§ Work instructions
None of the images should appear in your copy. Transcribe the data in full.

§ Items from a data source
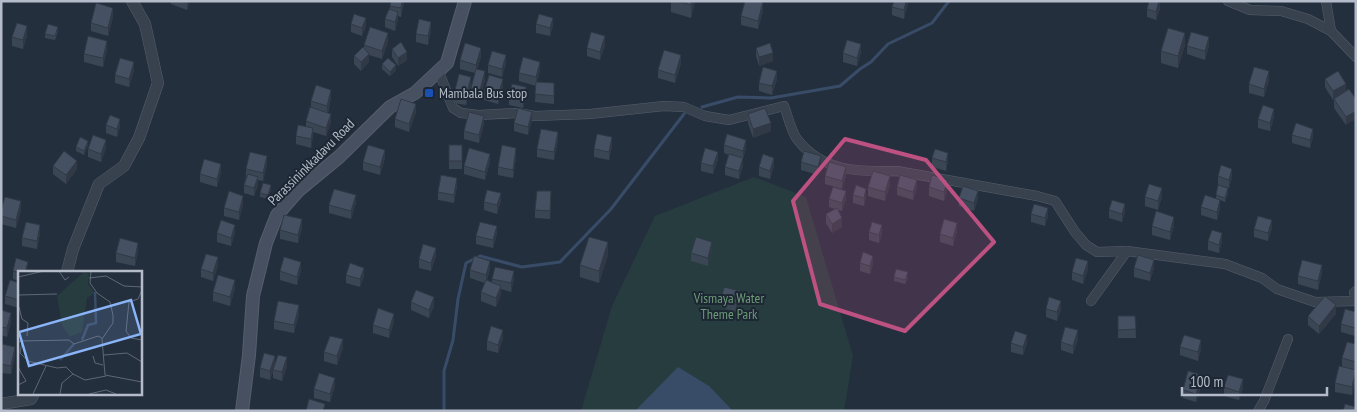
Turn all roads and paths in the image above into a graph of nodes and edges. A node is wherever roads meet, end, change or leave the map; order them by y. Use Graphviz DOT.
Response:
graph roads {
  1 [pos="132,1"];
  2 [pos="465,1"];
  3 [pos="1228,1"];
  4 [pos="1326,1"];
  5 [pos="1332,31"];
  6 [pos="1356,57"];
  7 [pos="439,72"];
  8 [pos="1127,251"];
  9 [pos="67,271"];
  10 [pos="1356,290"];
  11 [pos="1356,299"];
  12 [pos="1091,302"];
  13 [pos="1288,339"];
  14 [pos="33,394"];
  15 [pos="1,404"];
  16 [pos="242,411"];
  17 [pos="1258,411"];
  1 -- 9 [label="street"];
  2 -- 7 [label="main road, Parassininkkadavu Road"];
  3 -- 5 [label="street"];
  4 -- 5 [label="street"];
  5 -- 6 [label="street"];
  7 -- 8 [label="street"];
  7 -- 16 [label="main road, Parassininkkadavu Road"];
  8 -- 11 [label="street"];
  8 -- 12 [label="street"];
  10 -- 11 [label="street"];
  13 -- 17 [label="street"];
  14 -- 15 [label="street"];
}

§ Task answer
Turn all roads and paths in the image above into a graph of nodes and edges. A node is wherever roads meet, end, change or leave the map; order them by y. Use Graphviz DOT.
Response:
graph roads {
  1 [pos="132,1"];
  2 [pos="465,1"];
  3 [pos="1228,1"];
  4 [pos="1326,1"];
  5 [pos="1332,31"];
  6 [pos="1356,57"];
  7 [pos="439,72"];
  8 [pos="1127,251"];
  9 [pos="67,271"];
  10 [pos="1356,290"];
  11 [pos="1356,299"];
  12 [pos="1091,302"];
  13 [pos="1288,339"];
  14 [pos="33,394"];
  15 [pos="1,404"];
  16 [pos="242,411"];
  17 [pos="1258,411"];
  1 -- 9 [label="street"];
  2 -- 7 [label="main road, Parassininkkadavu Road"];
  3 -- 5 [label="street"];
  4 -- 5 [label="street"];
  5 -- 6 [label="street"];
  7 -- 8 [label="street"];
  7 -- 16 [label="main road, Parassininkkadavu Road"];
  8 -- 11 [label="street"];
  8 -- 12 [label="street"];
  10 -- 11 [label="street"];
  13 -- 17 [label="street"];
  14 -- 15 [label="street"];
}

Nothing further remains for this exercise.